Familial amyloid polyneuropathy (FAP) patients carrying the Val30Met mutation are more frequently misdiagnosed and tend to have neurologic and cardiac complications more commonly if they have the late-onset form of the disease, according to a study of Brazilian patients.
The Val30Met mutation — an amino acid change from valine to methionine at position 30 of the TTR gene — is the most frequent gene variant in FAP patients. While patients with the classical form typically have the first symptoms in the third or fourth decade of life, those with the late-onset form have the first manifestations in their 60s or later.
Compared to the earlier-onset form, late-onset FAP with the Val30Met mutation is characterized by greater severity of motor and cardiac complications, and affects both large and small sensory nerve fibers.
Brazilian patients with classical FAP have a similar mean age at symptom onset compared to those in endemic regions in Japan and Portugal, as well as comparable frequency of patients with the Val30Met mutation and with positive family history.
The team’s prior work revealed that only 9% of Brazilian FAP patients have the late-onset form. However, unlike other parts of the world, this FAP variant is still scarcely characterized in Brazil.
Aiming to address this gap, the scientists studied demographic and clinical manifestations of patients from the Brazilian National Amyloid Referral Center (CEPARM). The data were collected from the ongoing, multinational THAOS survey, with an analysis cutoff date of Jan. 30, 2017.
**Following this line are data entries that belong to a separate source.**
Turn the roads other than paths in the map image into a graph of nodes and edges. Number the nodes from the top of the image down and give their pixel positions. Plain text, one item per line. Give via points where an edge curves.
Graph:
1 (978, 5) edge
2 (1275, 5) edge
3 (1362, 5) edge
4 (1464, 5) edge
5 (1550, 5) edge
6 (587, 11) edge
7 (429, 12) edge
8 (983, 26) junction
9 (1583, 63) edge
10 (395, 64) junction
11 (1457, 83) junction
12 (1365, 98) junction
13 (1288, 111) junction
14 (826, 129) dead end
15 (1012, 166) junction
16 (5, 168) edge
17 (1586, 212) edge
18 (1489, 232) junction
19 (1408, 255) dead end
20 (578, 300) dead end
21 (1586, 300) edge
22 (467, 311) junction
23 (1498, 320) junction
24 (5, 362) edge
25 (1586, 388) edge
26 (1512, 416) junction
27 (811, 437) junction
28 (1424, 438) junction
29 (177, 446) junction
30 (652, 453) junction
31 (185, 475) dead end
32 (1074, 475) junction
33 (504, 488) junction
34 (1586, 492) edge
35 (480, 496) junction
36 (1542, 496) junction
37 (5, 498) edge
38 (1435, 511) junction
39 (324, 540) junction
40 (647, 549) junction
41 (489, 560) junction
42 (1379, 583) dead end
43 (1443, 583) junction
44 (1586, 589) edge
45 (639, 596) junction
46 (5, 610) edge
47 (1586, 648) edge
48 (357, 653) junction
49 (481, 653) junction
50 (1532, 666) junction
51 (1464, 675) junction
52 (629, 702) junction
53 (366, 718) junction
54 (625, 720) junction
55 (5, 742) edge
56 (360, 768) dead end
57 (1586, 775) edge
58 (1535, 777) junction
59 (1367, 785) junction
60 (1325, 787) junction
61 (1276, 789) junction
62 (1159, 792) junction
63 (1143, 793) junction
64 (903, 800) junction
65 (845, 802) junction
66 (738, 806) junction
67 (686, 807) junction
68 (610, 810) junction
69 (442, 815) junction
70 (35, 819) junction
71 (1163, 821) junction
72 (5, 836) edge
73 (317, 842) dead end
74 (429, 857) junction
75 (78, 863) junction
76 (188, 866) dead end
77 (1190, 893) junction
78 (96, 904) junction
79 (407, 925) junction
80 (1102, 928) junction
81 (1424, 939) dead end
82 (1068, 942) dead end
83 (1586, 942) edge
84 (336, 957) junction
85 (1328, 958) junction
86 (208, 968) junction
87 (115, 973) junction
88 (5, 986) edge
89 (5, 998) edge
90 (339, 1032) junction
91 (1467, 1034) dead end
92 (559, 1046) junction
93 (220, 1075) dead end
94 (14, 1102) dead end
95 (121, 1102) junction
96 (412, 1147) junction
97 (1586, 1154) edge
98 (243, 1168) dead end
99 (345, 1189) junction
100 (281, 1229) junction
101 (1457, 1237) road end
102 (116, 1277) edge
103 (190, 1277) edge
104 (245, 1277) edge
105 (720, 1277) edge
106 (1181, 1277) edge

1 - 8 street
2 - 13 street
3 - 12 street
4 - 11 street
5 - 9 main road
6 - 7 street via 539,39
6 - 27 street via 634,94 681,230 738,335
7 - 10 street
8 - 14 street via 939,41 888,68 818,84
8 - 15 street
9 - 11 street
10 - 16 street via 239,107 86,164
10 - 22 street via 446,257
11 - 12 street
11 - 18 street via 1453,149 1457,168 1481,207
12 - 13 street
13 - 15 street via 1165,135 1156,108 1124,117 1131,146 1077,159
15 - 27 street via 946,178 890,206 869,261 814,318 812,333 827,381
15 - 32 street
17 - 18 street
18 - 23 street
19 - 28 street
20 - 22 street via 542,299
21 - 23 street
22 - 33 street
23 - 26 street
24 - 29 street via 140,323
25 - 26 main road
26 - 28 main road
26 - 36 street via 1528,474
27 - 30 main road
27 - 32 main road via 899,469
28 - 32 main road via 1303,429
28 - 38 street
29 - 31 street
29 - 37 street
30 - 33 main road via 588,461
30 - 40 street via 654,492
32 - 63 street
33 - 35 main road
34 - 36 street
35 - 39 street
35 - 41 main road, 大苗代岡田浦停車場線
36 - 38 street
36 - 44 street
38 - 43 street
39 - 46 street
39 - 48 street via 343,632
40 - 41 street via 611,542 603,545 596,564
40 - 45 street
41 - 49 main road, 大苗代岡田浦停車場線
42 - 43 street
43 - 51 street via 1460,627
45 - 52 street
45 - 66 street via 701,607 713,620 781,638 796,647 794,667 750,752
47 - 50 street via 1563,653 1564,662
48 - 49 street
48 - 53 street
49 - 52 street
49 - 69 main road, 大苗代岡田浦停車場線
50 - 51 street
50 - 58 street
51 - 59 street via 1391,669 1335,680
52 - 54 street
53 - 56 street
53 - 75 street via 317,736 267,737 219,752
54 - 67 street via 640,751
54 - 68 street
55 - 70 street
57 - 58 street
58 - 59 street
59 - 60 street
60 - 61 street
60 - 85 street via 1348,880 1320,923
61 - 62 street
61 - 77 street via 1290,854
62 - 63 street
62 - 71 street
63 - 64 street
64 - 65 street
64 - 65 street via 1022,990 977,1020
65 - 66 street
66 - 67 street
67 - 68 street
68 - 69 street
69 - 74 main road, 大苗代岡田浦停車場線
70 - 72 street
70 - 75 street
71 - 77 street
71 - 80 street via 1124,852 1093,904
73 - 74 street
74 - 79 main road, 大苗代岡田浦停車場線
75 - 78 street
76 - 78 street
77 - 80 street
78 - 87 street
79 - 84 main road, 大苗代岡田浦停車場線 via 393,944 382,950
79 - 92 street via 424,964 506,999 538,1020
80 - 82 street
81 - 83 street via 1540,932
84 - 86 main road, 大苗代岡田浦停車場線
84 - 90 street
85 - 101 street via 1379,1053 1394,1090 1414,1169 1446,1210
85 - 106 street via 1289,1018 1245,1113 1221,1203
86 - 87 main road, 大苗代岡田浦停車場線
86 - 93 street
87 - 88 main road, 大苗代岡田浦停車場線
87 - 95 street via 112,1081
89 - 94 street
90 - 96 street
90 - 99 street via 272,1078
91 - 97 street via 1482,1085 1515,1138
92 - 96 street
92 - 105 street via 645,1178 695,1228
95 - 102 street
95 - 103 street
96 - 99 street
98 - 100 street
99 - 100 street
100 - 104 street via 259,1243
The results revealed that 148 of 162 patients had the Val30Met mutation, 96 of whom were symptomatic and were included in the analysis. Twenty-five of these patients (26%) had the late-onset form of Val30Met FAP — defined as symptom onset at age 50 or later — while 71 (74%) had the earlier-onset variant.
Among the patients with later-onset disease, 63.4% were men, a similar percentage to that in the classical form (60%). The overall mean age at symptom onset was 38.7 years — 62.1 years in the late-onset group and 30.5 years in earlier-onset patients.
Significantly, more late-onset patients had been misdiagnosed compared to those with the classical form — 68% vs. 26.8%. The most common misdiagnosis in the late-onset group was chronic inflammatory demyelinating polyneuropathy (41%), followed by idiopathic peripheral neuropathy (23.5%). Patients with late-onset FAP showed a trend toward longer time for diagnosis — 5.1 vs. 2.8 years — but less frequent family history of FAP (40% vs. 95.8%) compared to earlier-onset disease.
As for clinical features, all late-onset patients experienced sensory neuropathy (nerve damage), 92% had motor neuropathy, 80% showed autonomic nerve damage, 92% imbalance, 80% insensitivity to pain or temperature, 84% gastrointestinal disorders, and 40% cardiac complications. Comparing the two groups, the patients with late-onset disease had significantly more imbalance and less autonomic neuropathy, as well as a trend toward more common muscle weakness.
Also, all late-onset patients had superficial and deep sensory loss, while most (88%) had distal lower limb weakness. These patients experienced deep sensory loss, distal lower and upper limb weakness, and diffuse loss of deep tendon reflexes — which determine muscle contraction upon tapping — more frequently than the earlier-onset group. A trend for more severe neurologic impairment was also seen in the late-onset group.
Abnormal electrocardiogram findings were more frequent in late-onset patients (88.9% versus 59.4%). Interventricular septum hypertrophy — enlargement of the wall separating the heart’s ventricles — was found only in this group (69.2%). Also, two of the nine patients with cardiomyopathy (heart muscle disease) had symptomatic heart failure. This group also showed greater interventricular septum thickness, posterior wall thickness and left atrium (one of the heart’s upper chambers) thickness than the patients with the classical FAP form.
Overall, late-onset FAP with the Val30Met mutation “is not unusual in Brazil, tending to be more difficult to diagnose and present with a more severe phenotype, with more large nerve fibers and cardiac involvement than [earlier-onset disease],” the scientists stated.